Animal Toxicology And/Or Pharmacology
Avutometinib
In repeat-dose toxicity studies up to 13-weeks duration in rats and monkeys, tissue mineralization in multiple organs was observed at doses ≥ 0.01 mg/kg/day and 0.03 mg/kg/day, respectively (≥ 0.06 and 1.4 times the human exposure at the recommended dose based on AUC, respectively) as well as increased inorganic phosphorus in rats.
In a cardiovascular telemetry study in monkeys, a single oral dose of avutometinib increased systolic, diastolic, and mean blood pressure at 1 mg/kg (approximately 15 times the human Cmax at the recommended dose). In the repeat-dose toxicology studies up to 13-weeks duration in rats, myocardial degeneration and necrosis were observed at doses ≥ 0.01 mg/kg/day (below the human exposure at the recommended dose based on AUC).
Defactinib
In a cardiovascular telemetry study in dogs, a single oral dose of defactinib decreased myocardial contractility at doses ≥ 5 mg/kg (approximately the human exposure at the recommended dose based on AUC) and increased ventricular systolic, diastolic and mean blood pressure at doses ≥ 25 mg/kg/day (≥ 2.7 times the human exposure at the recommended dose based on AUC). In the 13-week repeat-dose toxicology study in dogs, myocardium hypertrophy was observed at doses ≥ 1 mg/kg/day (below the human exposure at the recommended dose based on AUC) at the end of the dosing and recovery periods.
Clinical Studies
The efficacy of AVMAPKI FAKZYNJA CO-PACK was evaluated in RAMP-201 (NCT04625270), an open-label, multicenter study that included 57 adult patients with measurable KRAS-mutated recurrent LGSOC. Patients were required to have received at least one prior systemic therapy, including a platinum-based regimen.

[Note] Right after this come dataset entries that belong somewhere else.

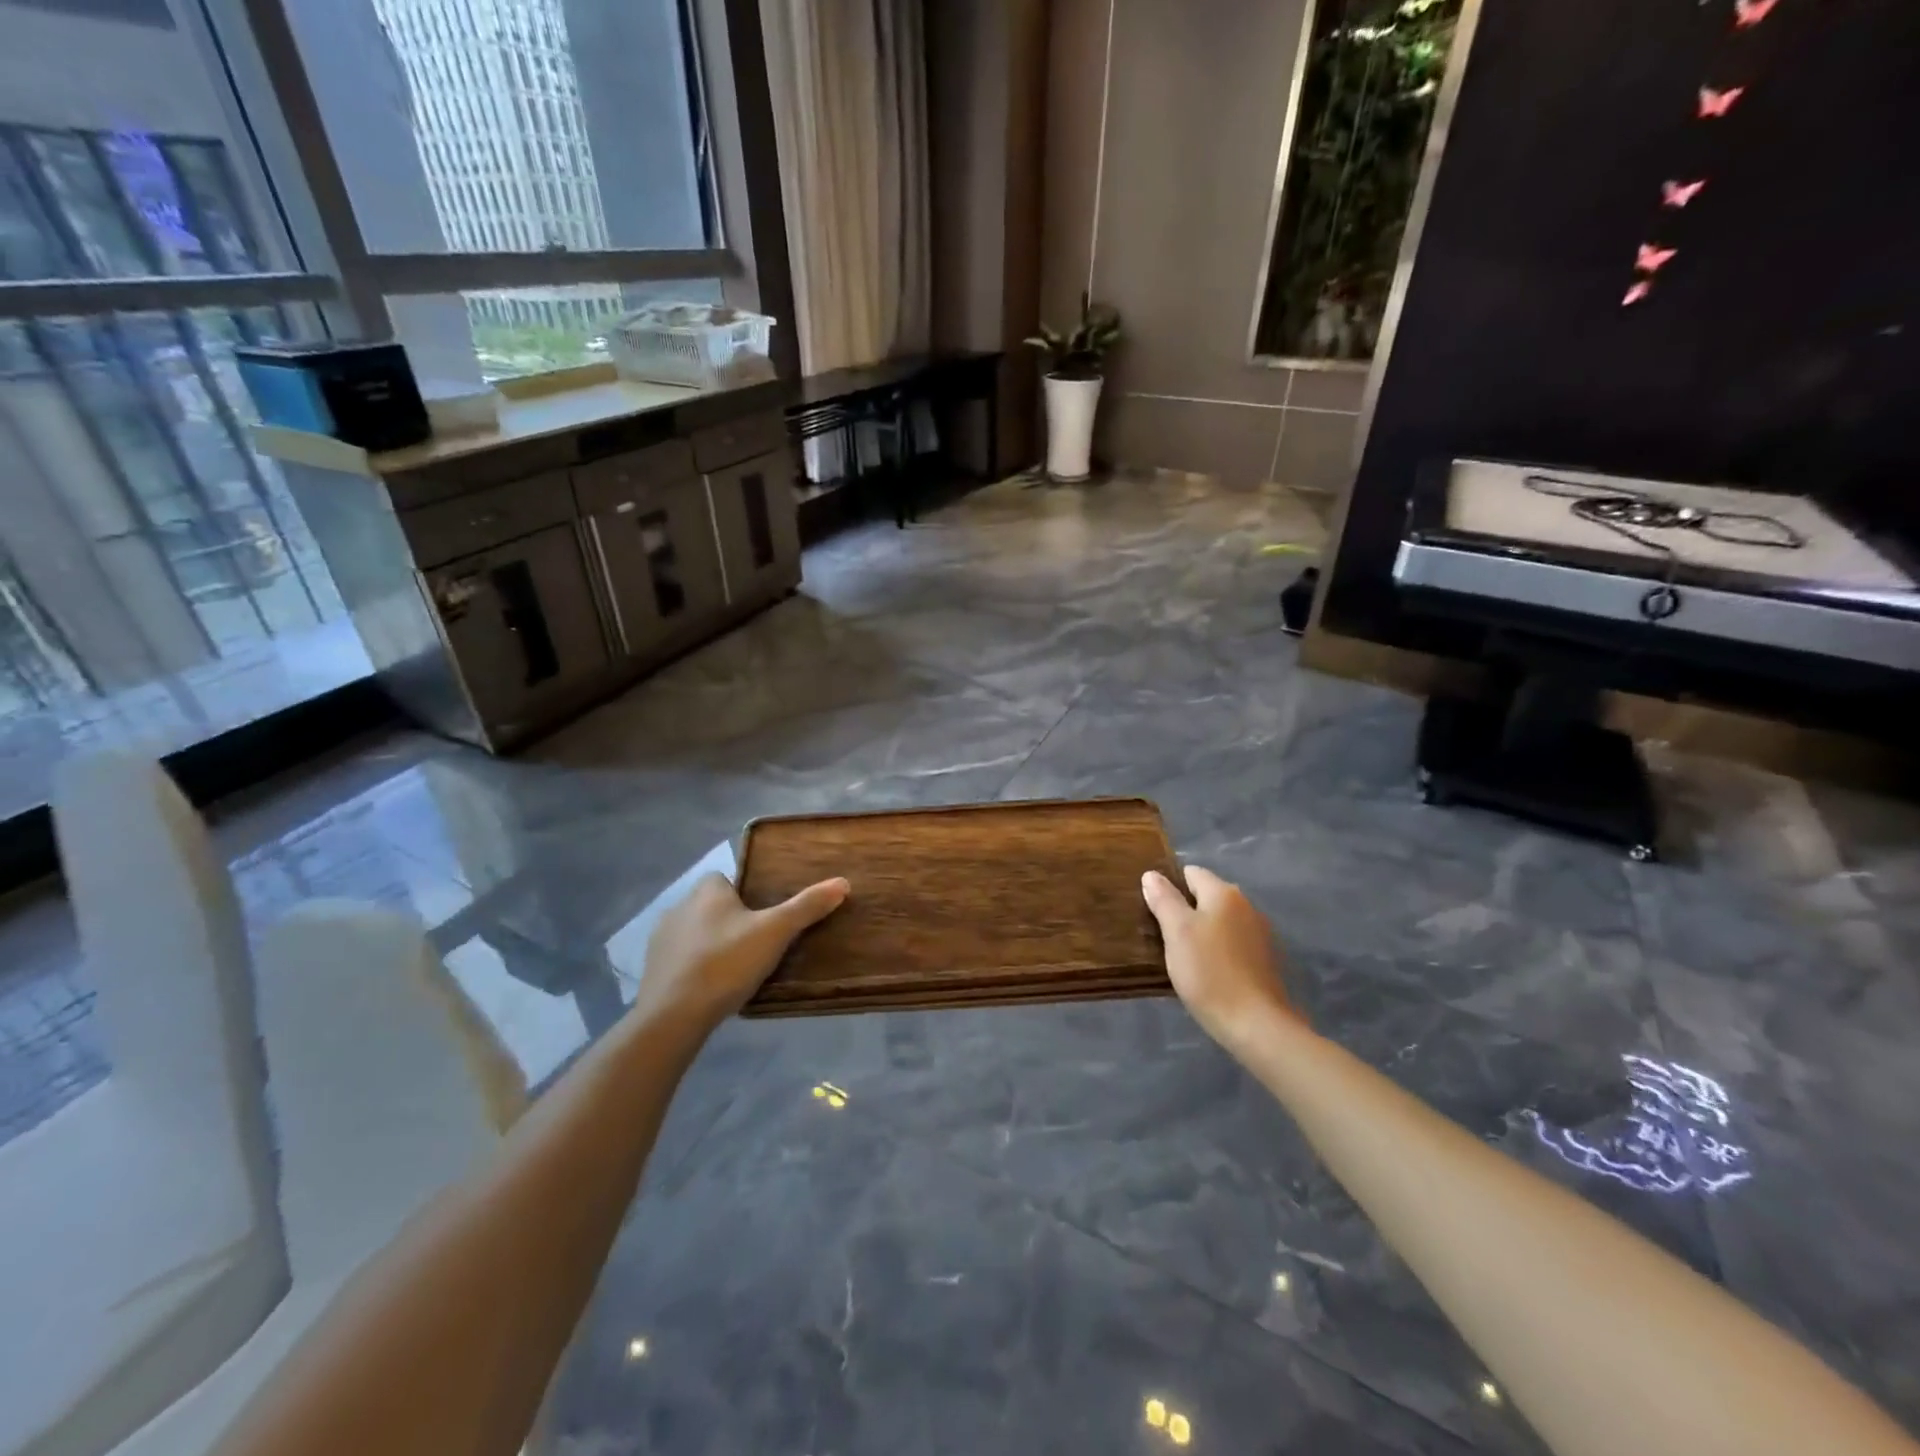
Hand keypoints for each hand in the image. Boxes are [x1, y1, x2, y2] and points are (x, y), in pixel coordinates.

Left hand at [634, 872, 849, 1030]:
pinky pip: (681, 959)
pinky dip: (695, 967)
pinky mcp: (652, 969)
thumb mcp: (775, 932)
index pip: (727, 879)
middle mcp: (679, 906)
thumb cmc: (726, 963)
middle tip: (757, 944)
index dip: (746, 895)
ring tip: (737, 968)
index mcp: (706, 890)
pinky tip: (712, 987)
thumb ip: (807, 906)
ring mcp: (661, 939)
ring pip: (696, 932)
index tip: (765, 917)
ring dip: (712, 944)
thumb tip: (842, 882)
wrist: (673, 1016)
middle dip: (731, 920)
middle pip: (712, 906)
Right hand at [1142, 865, 1297, 1051]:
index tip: (1152, 910)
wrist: (1256, 1024)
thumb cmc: (1209, 972)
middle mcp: (1246, 906)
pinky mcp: (1265, 961)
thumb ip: (1164, 899)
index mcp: (1224, 893)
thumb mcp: (1177, 932)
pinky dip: (1217, 951)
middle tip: (1161, 934)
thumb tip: (1151, 875)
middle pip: (1206, 897)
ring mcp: (1259, 934)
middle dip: (1184, 910)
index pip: (1191, 873)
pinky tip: (1206, 972)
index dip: (1169, 887)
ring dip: (1201, 932)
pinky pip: (1232, 944)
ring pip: (1220, 922)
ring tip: (1180, 955)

KRAS mutation status was determined by prospective local testing using next generation sequencing (NGS) or polymerase chain reaction of tumor tissue specimens. Patients were excluded if they were candidates for debulking surgery, were on treatment with warfarin, had an active skin disorder requiring systemic therapy within the past year, or had an ocular disorder (including a history of retinal pathology, an active or chronic visually significant corneal disorder, or a history of glaucoma).
Patients received AVMAPKI 3.2 mg orally twice weekly for the first 3 weeks out of a 4-week cycle and FAKZYNJA 200 mg orally twice daily for the first 3 weeks out of a 4-week cycle until disease progression or unacceptable toxicity. The major efficacy outcome measure was overall response rate (ORR) assessed by blinded independent review committee (BIRC) according to Response Evaluation Criteria in Solid Tumors (RECIST), version 1.1. An additional efficacy outcome measure was duration of response (DoR). Tumor response assessments occurred every 8 weeks for the first 72 weeks and every 12 weeks thereafter.

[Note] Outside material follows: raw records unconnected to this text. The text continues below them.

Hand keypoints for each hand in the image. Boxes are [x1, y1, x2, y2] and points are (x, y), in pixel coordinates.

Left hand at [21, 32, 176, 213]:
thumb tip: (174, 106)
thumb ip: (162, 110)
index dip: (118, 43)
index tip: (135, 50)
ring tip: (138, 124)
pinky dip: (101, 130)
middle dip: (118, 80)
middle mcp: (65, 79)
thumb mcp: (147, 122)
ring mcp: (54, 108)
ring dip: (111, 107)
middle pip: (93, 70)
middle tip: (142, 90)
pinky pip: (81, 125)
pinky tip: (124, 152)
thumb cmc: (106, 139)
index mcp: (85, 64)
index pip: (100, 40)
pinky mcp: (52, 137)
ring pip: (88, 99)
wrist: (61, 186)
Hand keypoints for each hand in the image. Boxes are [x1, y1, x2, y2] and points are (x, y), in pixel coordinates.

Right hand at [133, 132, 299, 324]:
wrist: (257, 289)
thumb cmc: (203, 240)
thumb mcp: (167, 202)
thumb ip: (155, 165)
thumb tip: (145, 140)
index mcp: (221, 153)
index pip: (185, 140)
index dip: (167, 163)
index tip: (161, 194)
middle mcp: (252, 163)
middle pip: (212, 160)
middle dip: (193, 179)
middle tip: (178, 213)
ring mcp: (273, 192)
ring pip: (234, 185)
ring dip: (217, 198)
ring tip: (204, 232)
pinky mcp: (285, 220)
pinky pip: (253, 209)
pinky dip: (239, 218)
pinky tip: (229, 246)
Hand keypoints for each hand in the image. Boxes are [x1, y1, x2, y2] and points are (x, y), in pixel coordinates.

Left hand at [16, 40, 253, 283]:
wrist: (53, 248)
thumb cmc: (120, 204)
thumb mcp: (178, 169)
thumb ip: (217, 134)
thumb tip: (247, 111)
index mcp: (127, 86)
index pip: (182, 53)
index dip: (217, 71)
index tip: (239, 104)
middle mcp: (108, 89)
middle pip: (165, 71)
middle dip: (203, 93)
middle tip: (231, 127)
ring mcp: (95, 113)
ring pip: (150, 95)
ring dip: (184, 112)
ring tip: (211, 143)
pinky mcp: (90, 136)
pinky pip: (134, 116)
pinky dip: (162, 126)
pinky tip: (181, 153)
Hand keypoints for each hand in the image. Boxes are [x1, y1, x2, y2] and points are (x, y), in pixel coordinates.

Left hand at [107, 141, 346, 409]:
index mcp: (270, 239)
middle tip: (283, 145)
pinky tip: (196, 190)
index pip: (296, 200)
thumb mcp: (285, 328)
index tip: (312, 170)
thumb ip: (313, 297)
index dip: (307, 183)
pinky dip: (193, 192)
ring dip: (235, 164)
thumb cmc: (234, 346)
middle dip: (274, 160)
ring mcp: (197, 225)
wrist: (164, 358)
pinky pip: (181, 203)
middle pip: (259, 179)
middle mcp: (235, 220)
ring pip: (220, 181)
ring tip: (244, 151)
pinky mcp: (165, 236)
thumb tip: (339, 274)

The median age was 60 years (range: 29 to 87); 75% were White, 3.5% were Asian, 3.5% were Black or African American, and 18% did not have race reported; 3.5% of patients were Hispanic or Latino; 72% had an ECOG PS of 0 and 28% had ECOG PS of 1. The KRAS mutations identified by local testing were G12V (53%), G12D (35%), Q61H (3.5%), G12C (1.8%), G12R (1.8%), A146V (1.8%), and mutations not otherwise specified at G12x (1.8%) and on codon 12/13 (1.8%). Fourteen percent of patients had received 1 prior line of systemic therapy, 25% of patients had received 2 prior lines, 18% had received 3 prior lines and 40% had received more than 3 prior lines of systemic therapy. All patients had received prior platinum-based chemotherapy, 84% received prior hormonal therapy (as maintenance or treatment), 40% received prior bevacizumab and 21% received a prior MEK inhibitor.
Efficacy results are presented in Table 5.
Table 5 Efficacy Results in RAMP-201
|
AVMAPKI FAKZYNJA CO-PACK
N = 57 |
| Confirmed Overall Response Rate (95% CI)1 |
44%
(31,58) |
| Complete response |
3.5% |
| Partial response |
40% |
| Duration of Response (DoR) |
| Range (months) |
3.3, 31.1 |
| 1 ORR 95% CI calculated using Clopper-Pearson method |
The tumor KRAS mutations observed in the 25 responders were A146V, G12D, G12R, G12V, and Q61H.